Эту песню Шаляпин исполнял и в Кронштадте, и в Севастополе на грандиозном благотворительном концерте, устроенном моряками Черноморского флота. Весь колоссальный сбор Шаляпин отдал на нужды флота и армии.

Все эти месяцы Шаляпин много работал, потому что жизнь становилась невыносимо дорогой, признавался он в одном из писем дочери, а чем дальше, тем будет все хуже и хуже. Много времени уходило на заботу о продовольствии, но лишь были бы деньги, а продовольствие находилось, хоть и дорого приходилось за него платить. Но стоило ему дать концерт в Кисловодске по дорогим ценам, как тут же в газетах началась обычная травля: называли и мародером, но билеты раскупили за три часа. Конечно, он и здесь мог бы устроить такой же демократический концерт, как в Кронштадте и Севастополе, но в Кисловодске, курорте для богатых, никто этого вольнодумства ему бы не позволил… Из гонорара жертвует 1400 рублей на постройку санатория для раненых и больных воинов-артистов. А вернувшись в Петроград, снова начал петь в Народном доме… «Фауст», «Русалка», «Севильский цирюльник»…

В конце сентября побывал в театре Незлобина на спектакле по пьесе Леонида Андреева «Екатерина Ивановна»… 27 ноября 1917 года, в 75-летие постановки «Руслана и Людмилы», в Мариинском театре исполнял роль Фарлафа, а после спектакля 6 тысяч рублей пожертвовал в пользу русского музыкального фонда.

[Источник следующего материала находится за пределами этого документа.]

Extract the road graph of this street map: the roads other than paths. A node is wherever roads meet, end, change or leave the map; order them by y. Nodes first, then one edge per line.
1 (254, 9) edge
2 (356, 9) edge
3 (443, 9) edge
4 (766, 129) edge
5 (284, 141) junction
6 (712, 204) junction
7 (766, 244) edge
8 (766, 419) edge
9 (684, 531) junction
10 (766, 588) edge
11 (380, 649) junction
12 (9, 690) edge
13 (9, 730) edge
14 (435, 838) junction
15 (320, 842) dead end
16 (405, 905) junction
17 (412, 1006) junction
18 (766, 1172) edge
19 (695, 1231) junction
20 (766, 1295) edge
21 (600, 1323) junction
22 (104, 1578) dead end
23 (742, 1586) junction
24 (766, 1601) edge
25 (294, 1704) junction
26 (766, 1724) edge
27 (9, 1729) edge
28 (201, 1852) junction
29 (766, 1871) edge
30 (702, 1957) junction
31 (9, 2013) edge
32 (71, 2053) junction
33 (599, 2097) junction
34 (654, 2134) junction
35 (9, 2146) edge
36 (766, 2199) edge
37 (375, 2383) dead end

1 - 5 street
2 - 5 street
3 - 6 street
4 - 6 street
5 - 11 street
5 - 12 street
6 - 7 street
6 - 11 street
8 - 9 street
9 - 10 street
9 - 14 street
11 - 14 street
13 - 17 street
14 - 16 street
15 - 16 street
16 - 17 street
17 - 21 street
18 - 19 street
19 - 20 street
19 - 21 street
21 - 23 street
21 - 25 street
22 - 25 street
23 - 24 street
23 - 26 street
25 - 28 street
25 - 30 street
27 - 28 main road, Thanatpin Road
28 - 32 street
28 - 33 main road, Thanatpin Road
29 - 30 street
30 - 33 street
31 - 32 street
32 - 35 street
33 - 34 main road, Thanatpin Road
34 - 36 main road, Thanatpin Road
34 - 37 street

10 декабря 1917 года Шаляпин писал в Ялту Ирине и всей семье, уехавшей туда в связи с обострившимся продовольственным кризисом: «…Письмо твое от 29 ноября необыкновенно меня обрадовало (я получил его третьего дня) и, главное, вот почему: как раз на днях я прочитал в газетах о погроме в Ялте и о том, что Ялту бомбардировало какое-то судно. Можешь себе представить, что я пережил! Вот, думаю, из огня да в полымя! Только что уехали из Москвы, как вдруг! Волнение мое усугубилось еще более, когда я узнал, что телеграфное сообщение между Ялтой и Петроградом прервано. Я ходил в адмиралтейство, там у меня есть кое-кто из теперешних хозяев знакомый, и просил поговорить по прямому проводу – там попробовали и сказали, что телеграф не действует. Ну, думаю, это уж совсем черт знает что такое! И вдруг твое письмо… О, сколько я обрадовался. Черт пусть раздерет все эти газеты, они так врут и так все преувеличивают.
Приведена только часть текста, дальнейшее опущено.